Here's a quote to mull over:

“One should never make remarks or ask questions which emphasise differences or embarrass a stranger; the object of good manners is to make everyone feel at ease.”- Emily Post, Etiquette (1922)

I'm old-fashioned like that. The concept is not new.

Edited

soooo... no one says anything to anyone then. You have no idea what would embarrass me. No idea at all, so you'd better keep anything and everything to yourself for fear of upsetting me.

I LIKE being spoken to about my accent. We don't all have to live by your rules.

Idono · 23/12/2025 12:16

User145267 · 23/12/2025 12:09

Good grief indeed. I’m referring to the personal remarks you directed at the OP, not your disagreement with her.

"Don't disagree with me unless you use the exact words I want you to and disagree with me in the exact way I want you to, or you'll hurt my feelings". Yep, got it - it's quite a popular sentiment these days.

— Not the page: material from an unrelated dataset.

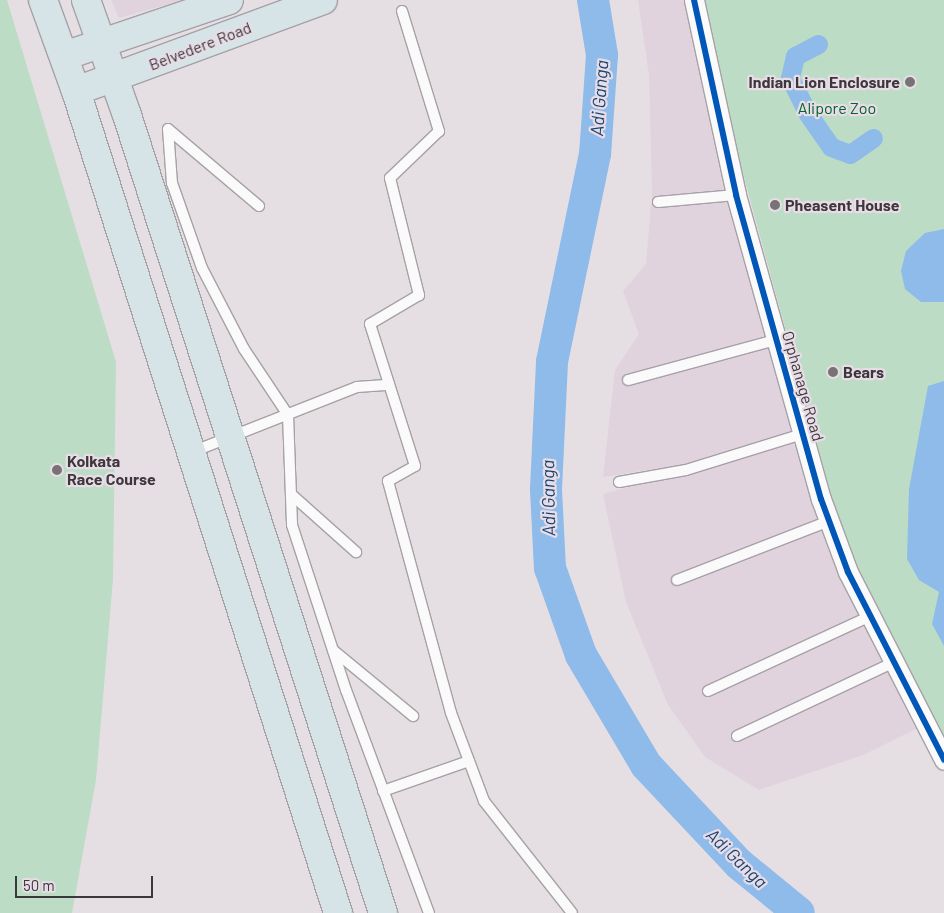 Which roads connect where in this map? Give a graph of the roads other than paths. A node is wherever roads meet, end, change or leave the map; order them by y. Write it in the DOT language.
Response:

User145267 · 23/12/2025 12:25

Idono · 23/12/2025 12:16

"Don't disagree with me unless you use the exact words I want you to and disagree with me in the exact way I want you to, or you'll hurt my feelings". Yep, got it - it's quite a popular sentiment these days.

Not policing disagreement. Just pointing out that you resorted to personal insults, which isn’t the same thing at all. It’s not about wording or feelings, and reframing it that way avoids taking responsibility for what you actually said. If you want to continue down that route, that’s on you.

Idono · 23/12/2025 12:32

User145267 · 23/12/2025 12:25

Not policing disagreement. Just pointing out that you resorted to personal insults, which isn’t the same thing at all. It’s not about wording or feelings, and reframing it that way avoids taking responsibility for what you actually said. If you want to continue down that route, that’s on you.

I do take responsibility for what I said - it's using descriptive, and accurate language.

Picking apart the words used to shift the focus from being disagreed with is a weak argument.

EatYourDamnPie · 23/12/2025 12:41

Idono · 23/12/2025 11:50

That's isn't all she's doing. She's saying people need to work harder to pick up on her subtle clues. To know implicitly that she doesn't want to be asked. That people need to alter their behaviour to suit her.

It’s not exactly rocket science to know not to ask people when they’re desperately looking for their lost phone, or interrupt them while they’re going about their day or to use it as the first question/remark that comes out of your mouth. It’s good manners.

User145267 · 23/12/2025 13:01

Idono · 23/12/2025 12:32

I do take responsibility for what I said - it's using descriptive, and accurate language.

Picking apart the words used to shift the focus from being disagreed with is a weak argument.

Let’s see… you’re calling your own insults “descriptive and accurate language” and claiming that pointing them out is “shifting focus” because someone can’t handle disagreement.

By your logic, I’m simply using descriptive and accurate language to highlight that they’re insults. If you’re comfortable with the words you chose, then you should be comfortable with them being named. If you’ve chosen to label the OP, it’s reasonable for someone else to label the behaviour. Same principle.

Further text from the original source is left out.